Infatti, mentre l’esecutività del decreto ingiuntivo viene bloccata con il semplice inoltro del ricorso all’autorità giudiziaria, per la sospensione dei provvedimenti conseguenti alla notifica della cartella esattoriale (pignoramento dei beni e loro vendita) occorre, come abbiamo visto, un provvedimento del giudice, provvedimento che può anche essere emanato dopo molti mesi dalla presentazione dell’istanza all’autorità giudiziaria.

Com’era stato dichiarato dall’allora Assessore all’assistenza, il ricorso alla cartella esattoriale era stato fatto non solo per colpire la persona interessata (fra l’altro responsbaile del Comitato dei parenti dei ricoverati della struttura in cui era inserita la madre), ma anche, se non soprattutto, per infliggere una solenne, e se possibile risolutiva sconfitta al Csa e alle sue richieste concernenti la competenza del Servizio sanitario nazionale in materia di cura degli anziani cronici non autosufficienti e l’illegit­timità delle richieste di contributi economici avan­zate nei riguardi dei parenti degli assistiti maggiorenni.

A seguito del ricorso presentato dalla signora A.B. in data 14 dicembre 1994, il Giudice istruttore dispone il 19 aprile 1995 «la sospensione dell’esecutorietà della cartella di pagamento notificata il 18 novembre 1994» (22).

A sua volta, la prima Sezione civile del Tribunale di Torino emette la sentenza n. 3241, depositata in cancelleria in data 5 giugno 1998.

La sentenza è molto importante in quanto:

a) dichiara che le somme riportate nella cartella di pagamento notificata alla signora A.B. «non sono da questa dovute»;

b) condanna il Comune di Torino a rimborsare alla signora A.B. le spese processuali;

c) precisa che «non vi è alcun titolo legale o contrattuale in base al quale le somme pretese dal Comune per le rette di ricovero della signora G.M.T. presso l’Irv di Torino (v. lettera del 22.3.1994 e cartella di pagamento) possano essere richieste direttamente alla figlia dalla predetta».

Al riguardo, il Tribunale, preso atto che l’impegno sottoscritto dalla signora A.B. a garanzia del pagamento di una quota parte della retta è stato revocato dalla stessa A.B., ha stabilito che «trattandosi di un impegno assunto a tempo indeterminato, l’autrice aveva senz’altro il diritto di esercitare la propria facoltà di recesso, né ciò comportava la cessazione del ricovero della signora G.M.T. presso l’Irv».

Ricordiamo altresì che, nonostante che le firme raccolte fossero 6.200 (ne occorrevano solo 2.000) non sortì alcuna conseguenza giuridica la presentazione al Consiglio comunale di Torino con iniziativa popolare di una delibera in cui, fra l’altro, era precisato quanto segue: «Occorre che siano rispettate le leggi vigenti che non consentono al Comune di Torino (e a tutti gli enti pubblici) di obbligare i parenti, compresi quelli tenuti agli alimenti, al versamento di contributi per l’assistenza di loro congiunti maggiorenni» (23).

Da notare che il Comune di Torino e gli altri enti locali mai si sono rivolti ai parenti tenuti agli alimenti per gli interventi sociali erogati al di fuori dell’ambito assistenziale.
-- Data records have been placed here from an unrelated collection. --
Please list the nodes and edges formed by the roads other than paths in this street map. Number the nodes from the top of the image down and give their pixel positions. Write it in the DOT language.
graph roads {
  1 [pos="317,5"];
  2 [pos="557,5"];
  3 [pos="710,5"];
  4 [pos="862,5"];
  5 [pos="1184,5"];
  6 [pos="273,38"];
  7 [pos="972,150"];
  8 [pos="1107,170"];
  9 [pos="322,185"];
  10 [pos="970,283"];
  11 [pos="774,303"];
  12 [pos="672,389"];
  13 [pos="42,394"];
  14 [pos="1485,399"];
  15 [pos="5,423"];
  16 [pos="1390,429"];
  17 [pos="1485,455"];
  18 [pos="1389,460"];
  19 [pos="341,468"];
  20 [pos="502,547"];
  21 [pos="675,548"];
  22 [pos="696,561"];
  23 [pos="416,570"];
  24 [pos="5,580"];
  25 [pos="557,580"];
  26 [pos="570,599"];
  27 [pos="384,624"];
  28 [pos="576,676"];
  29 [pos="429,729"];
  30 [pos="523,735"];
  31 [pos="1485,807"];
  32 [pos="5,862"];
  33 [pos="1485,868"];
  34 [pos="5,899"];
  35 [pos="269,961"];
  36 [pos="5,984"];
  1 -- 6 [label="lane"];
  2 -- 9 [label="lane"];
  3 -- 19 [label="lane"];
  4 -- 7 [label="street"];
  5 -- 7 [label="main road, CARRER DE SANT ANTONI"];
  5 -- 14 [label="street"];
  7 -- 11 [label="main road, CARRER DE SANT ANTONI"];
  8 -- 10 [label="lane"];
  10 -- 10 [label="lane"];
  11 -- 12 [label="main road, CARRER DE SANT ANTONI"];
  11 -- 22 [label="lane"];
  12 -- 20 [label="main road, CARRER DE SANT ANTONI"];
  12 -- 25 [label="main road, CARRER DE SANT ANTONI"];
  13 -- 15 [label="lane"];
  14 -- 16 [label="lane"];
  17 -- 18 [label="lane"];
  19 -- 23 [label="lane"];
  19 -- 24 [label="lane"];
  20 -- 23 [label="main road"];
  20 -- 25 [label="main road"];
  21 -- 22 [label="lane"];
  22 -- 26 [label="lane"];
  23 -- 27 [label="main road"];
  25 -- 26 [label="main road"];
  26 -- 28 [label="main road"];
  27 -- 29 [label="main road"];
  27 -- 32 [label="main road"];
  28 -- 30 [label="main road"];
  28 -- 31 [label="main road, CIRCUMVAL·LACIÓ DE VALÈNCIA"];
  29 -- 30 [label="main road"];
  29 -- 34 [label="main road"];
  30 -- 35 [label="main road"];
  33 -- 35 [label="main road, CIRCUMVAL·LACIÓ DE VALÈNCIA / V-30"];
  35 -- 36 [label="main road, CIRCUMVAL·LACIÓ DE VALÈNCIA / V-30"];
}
Ci riferiamo, ad esempio, ai soggiorni di vacanza di minori e di anziani, ed alla frequenza di asili nido e di scuole materne. In questi casi, quando i soggetti interessati o, per i minori i loro genitori, non dispongono di redditi sufficienti per il pagamento completo della prestazione, finora nessuno ha chiesto ai parenti tenuti agli alimenti il versamento di contributi economici.

Quando i soggetti sono in gravi difficoltà a causa di handicap invalidanti o di malattie inguaribili, i Comuni, le Province e le Asl, invece di esprimere atti concreti di solidarietà, pretendono denaro dai loro congiunti, spesso di importo non indifferente.

 

La delibera del Comune di Torino del 4.12.2000

La citata decisione del Tribunale non determina nessun cambiamento nella posizione del Comune di Torino che, imperterrito, continua a pretendere la corresponsione di contributi economici da parte dei parenti degli assistiti maggiorenni, con la sola esclusione dei congiunti, compresi quelli conviventi, dei soggetti con handicap, esclusione ottenuta dal Csa da alcuni anni.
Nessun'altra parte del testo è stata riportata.